Hey! Wise up, Feeding The Beast in travel is not such a bad thing

NB: This is a guest article by Sean Millar, CEO of NYC.com.

Anyone reading Andrey Spektor’s article on hotel affiliate programs could be forgiven for wondering why any established travel brand would ever work with an online travel agency.

He collectively refers to these companies - Priceline, Expedia et al – as “The Beast”.

The piece lists a string of reasons and evidence, focused on commission margins, as to why you would steer clear of working with these companies if you were anything other than a start-up.

There are certainly some valid points here about the importance of keeping an eye on your commission levels and being aware how they are affecting your organization and revenue model.

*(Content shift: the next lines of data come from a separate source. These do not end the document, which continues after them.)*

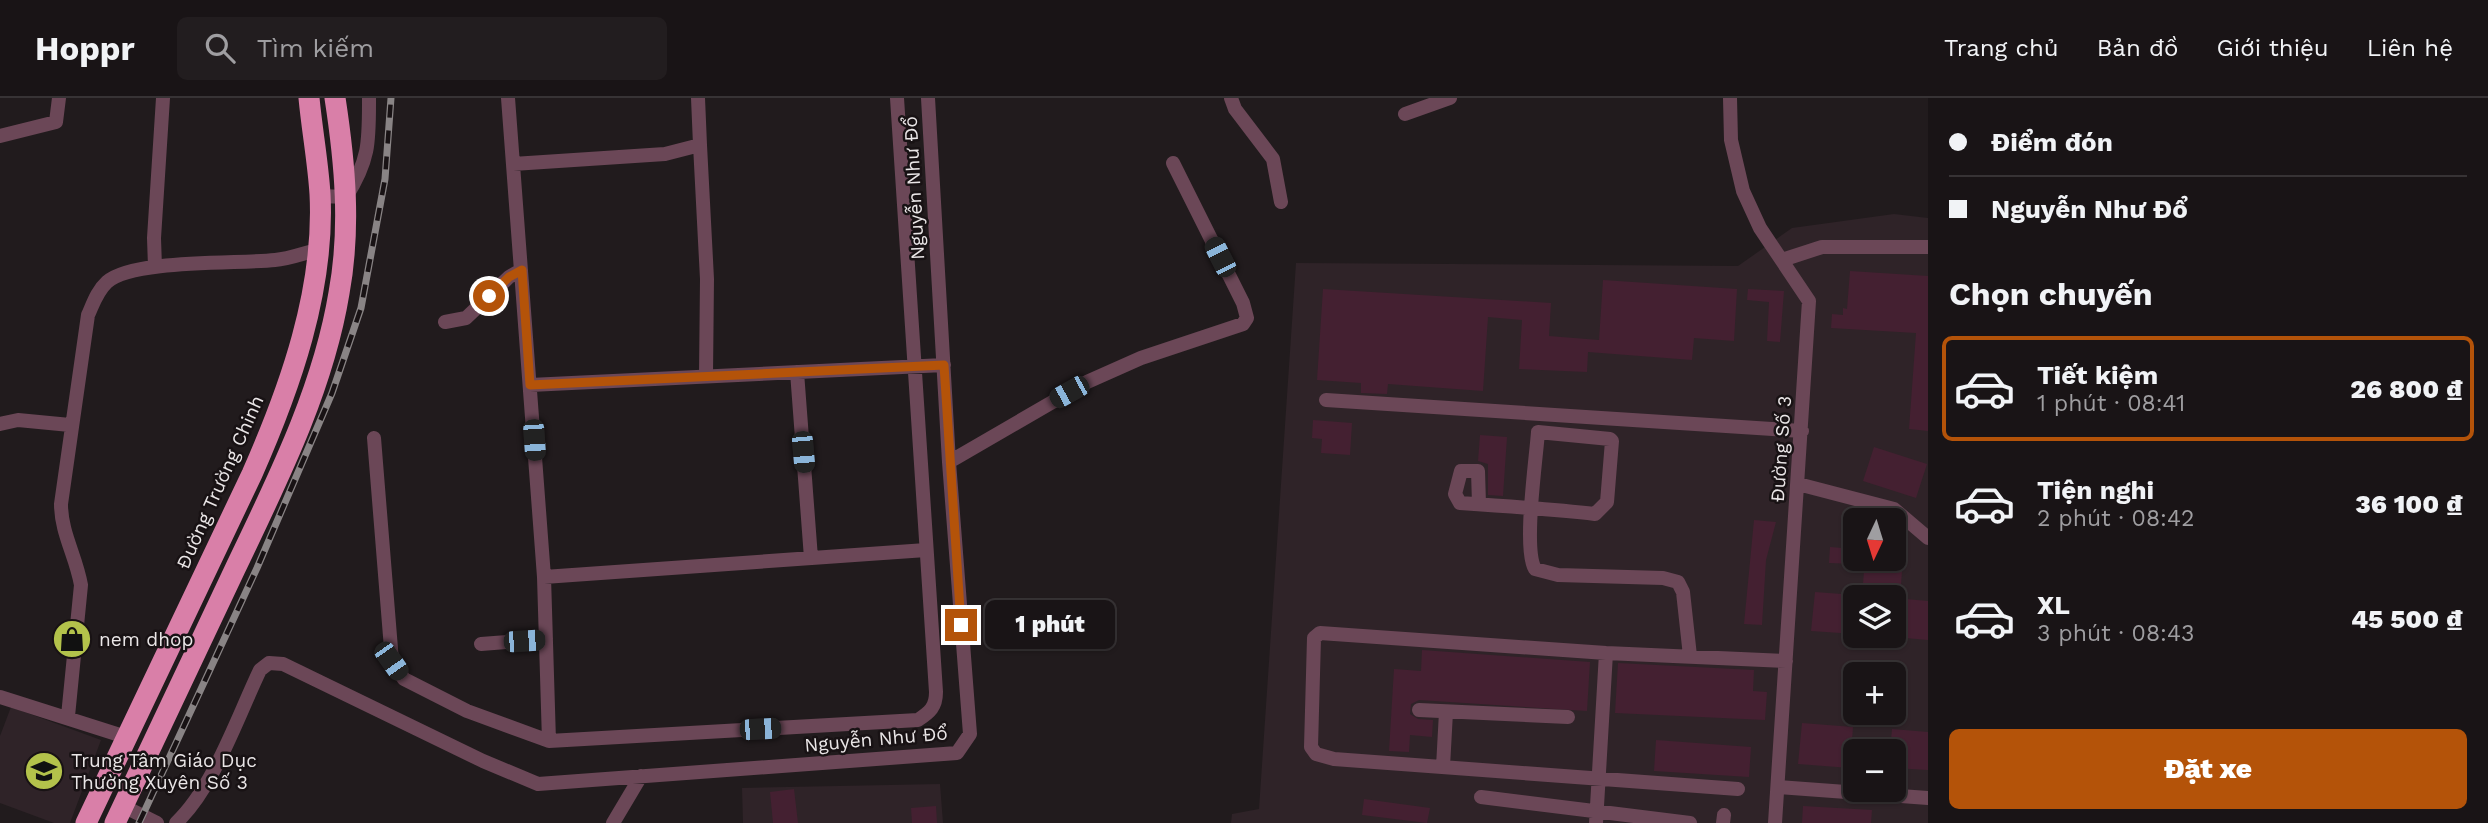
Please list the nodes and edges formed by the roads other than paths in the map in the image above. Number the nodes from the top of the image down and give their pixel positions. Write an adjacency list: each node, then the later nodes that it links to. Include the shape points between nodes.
1 (59, 98): 14 (street, via 56,122)
2 (163, 98): 24 (street)
3 (309, 98): 18 (highway, Đường Trường Chinh)
4 (335, 98): 19 (highway)
5 (369, 98): 19 (street, via 369,153)
6 (508, 98): 17 (street)
7 (698, 98): 15 (street)
8 (897, 98): 28 (street)
9 (928, 98): 27 (street, Nguyễn Như Đổ)
10 (1231, 98): 20 (street, via 1273,159)
11 (1450, 98): 13 (street)
12 (1730, 98): 23 (street, Đường Số 3, via 1731,140 1743,191)
13 (1405, 114)
14 (0, 136)
15 (700, 145): 17 (street, via 665,154); 30 (street, via 707,279)
16 (1172, 163): 37 (street, via 1243,303 1244,324 1141,358 1087,382)
17 (513, 164): 25 (street)
18 (320, 196): 19 (street); 22 (highway, Đường Trường Chinh)
19 (346, 197): 64 (highway, via 339,293 311,396 277,480)
20 (1281, 202)
21 (1928, 247): 23 (street, via 1822,247)
22 (317, 250): 24 (street, via 279,260); 55 (highway, Đường Trường Chinh, via 305,324 272,428)
23 (1782, 260): 35 (street, Đường Số 3, via 1810,300)
24 (155, 267): 34 (street, via 107,281 97,295 88,315)
25 (522, 270): 26 (street, via 466,318); 31 (street)
26 (445, 323)
27 (944, 365): 28 (street); 37 (street, Nguyễn Như Đổ)
28 (915, 366): 29 (street); 42 (street)
29 (797, 372): 30 (street); 43 (street)
30 (706, 375): 31 (street)
31 (530, 385): 44 (street)
32 (1326, 400): 35 (street)
33 (0, 424): 34 (street, via 19,420)
34 (70, 425): 53 (street, via 61,525 81,585)
35 (1802, 431): 38 (street, Đường Số 3)
36 (374, 438): 56 (street, via 391,661 404,679 467,711)
37 (949, 462): 58 (street, Nguyễn Như Đổ, via 970,734 957,753)
38 (1798, 484): 41 (street, via 1894,509); 49 (street, Đường Số 3)
39 (1479, 504): 40 (street)
40 (1533, 508): 40 (street, via 1538,432 1604,436 1612,441 1607,502 1601,510 1595,514); 48 (street, via 1530,553 1535,569 1558,575 1678,582)
41 (1928, 538)
42 (926, 550): 43 (street); 56 (street, via 936,702 918,720)
43 (811, 558): 44 (street)
44 (544, 576): 45 (street)
45 (546, 639): 46 (street); 56 (street)
46 (481, 644)
47 (1606, 653): 48 (street); 57 (street, via 1320,633 1314,638 1311,747 1316,754); 59 (street)
48 (1690, 656): 49 (street)
49 (1786, 661): 60 (street, Đường Số 3)
50 (0, 697): 53 (street)
51 (1419, 710): 52 (street)
52 (1446, 712): 54 (street); 57 (street)
53 (68, 716): 55 (street)
54 (1568, 717)
55 (127, 737): 66 (highway, Đường Trường Chinh)
56 (549, 741)
57 (1443, 767): 59 (street)
58 (641, 776): 68 (street, Nguyễn Như Đổ, via 538,784 283,664 269,663 260,670 205,783); 69 (street)
59 (1598, 778): 61 (street); 65 (street)
60 (1778, 787): 63 (street); 71 (street, Đường Số 3)
61 (1738, 789)
62 (1481, 797): 65 (street)
63 (1928, 798)
64 (119, 814): 67 (street)
65 (1597, 818): 70 (street)
66 (86, 823)
67 (157, 823)
68 (176, 823)
69 (613, 823)
70 (1690, 823)
71 (1775, 823)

However, the article does not acknowledge that the term “affiliate” can also describe a relationship that I prefer to call “partnership”.

Starter

Through working closely with The Beast using white label solutions, which provide the tools, content and platform to create new travel offerings, it is possible to add significant value to an online travel brand’s site.

This can ultimately lead to a better conversion rate and a higher profit margin. In short, Spektor creates a false choice where one’s only avenues are to work with The Beast as a low margin, “cookie cutter” affiliate or to avoid them entirely.

This is a misguided and uninformed approach to what represents a significant opportunity to grow one’s business.

As the CEO of an established online travel company, which has been working with a leading OTA for over ten years, I’d like to shed some light on why an online travel brand would chose to work with an affiliate or private-label partner model.

To give some background, NYC.com has worked with Hotels.com and the Expedia Affiliate Network (EAN) for over ten years, and there is no question that having access to their inventory and technology has helped immeasurably in growing our site to where we are today.

NYC.com receives over eight million annual visitors, has eight figure annual revenue for travel-related services, and is the leading New York City travel site.

EAN understands something fundamental that many hotel brands fail to grasp. Our site visitors are OUR customers. Our brand and reputation are what is at stake.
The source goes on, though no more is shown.